I do not think that this is because governance is ineffective or accountability is weak in a general sense. In an article recently published in the IDS Bulletin, I argued that there is a surprisingly effective social contract in Pakistan on food security to which the government is held accountable by citizens. But this social contract is limited to the prevention of food price spirals and shortages. Administrative and political systems are geared towards these market stabilisation goals and exceptions such as the food price crisis of 2007-2008 at the tail-end of General Musharraf’s rule prove the rule. In interviews in low income rural and urban communities for the research project Life in a Time of Food Price Volatility, citizens agreed that the government’s role with respect to food security was limited to controlling price spirals and shortages.

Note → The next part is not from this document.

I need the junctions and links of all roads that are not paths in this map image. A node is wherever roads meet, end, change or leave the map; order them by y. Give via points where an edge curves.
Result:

This is in spite of the fact that nearly all of our interviewee households reported that they had gone hungry at some time over the previous year. Hungry days came when a daily wage labourer was unable to find work, grain stocked at harvest time ran out, there was an illness in the family, or when families’ social support systems were disrupted. Ours was a small qualitative sample of 20 households, but the statistically representative National Nutrition Survey had also asked respondents if they or their children had gone hungry. Nearly a third of all households said that they had.  An effective social contract around price and market stability could not prevent hungry days, and people did not think that it was the government’s responsibility to ensure them against hungry days.

I believe that hunger and undernutrition will reduce in Pakistan when they become political issues which cannot be ignored, much in the same way that price spirals and market shortages cannot be ignored by the administrative and political systems. But people make political demands when there is a realistic expectation of them being met. They know that government can and does act to prevent price spirals and market shortages. And governments know that price spirals and market shortages impose political costs. Because hungry days are normally prevented through informal social networks involving families, neighbours, employers and patrons, it is with these networks rather than with the government that expectations reside.

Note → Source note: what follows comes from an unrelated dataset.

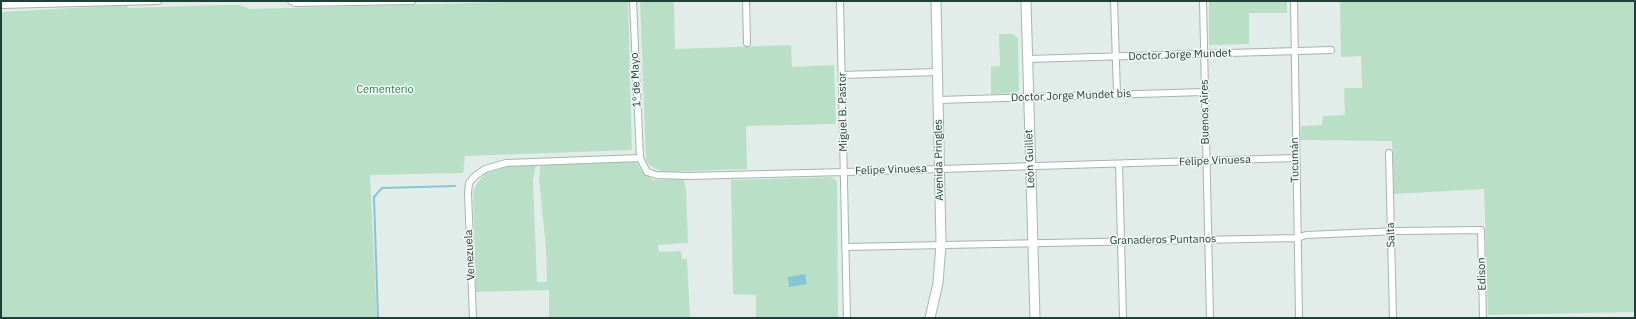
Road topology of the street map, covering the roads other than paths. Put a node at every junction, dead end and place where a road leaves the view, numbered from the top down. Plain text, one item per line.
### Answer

At the very least people need to know in practical terms what a policy promise, if fulfilled, will actually mean to them. When governments and international donors speak about their commitments they use a language and a way of knowing hunger and undernutrition that has little connection with how hunger is actually felt and experienced. To say that the minimum standard of energy intake will be 1,800 or 2,100 kcal per person daily is not the same as saying that there is a commitment that no person will go hungry, or that no individual or family will have a day when they sleep hungry. And to say that we aim to reduce child stunting or anaemia is not the same as promising that every child will have sufficient milk to drink, or at least a glass of milk to drink every day. Perhaps a baby step towards demand-making for food security will be to bridge the gap between the way social policy ‘knows’ about hunger and how a hungry individual or family actually experiences it.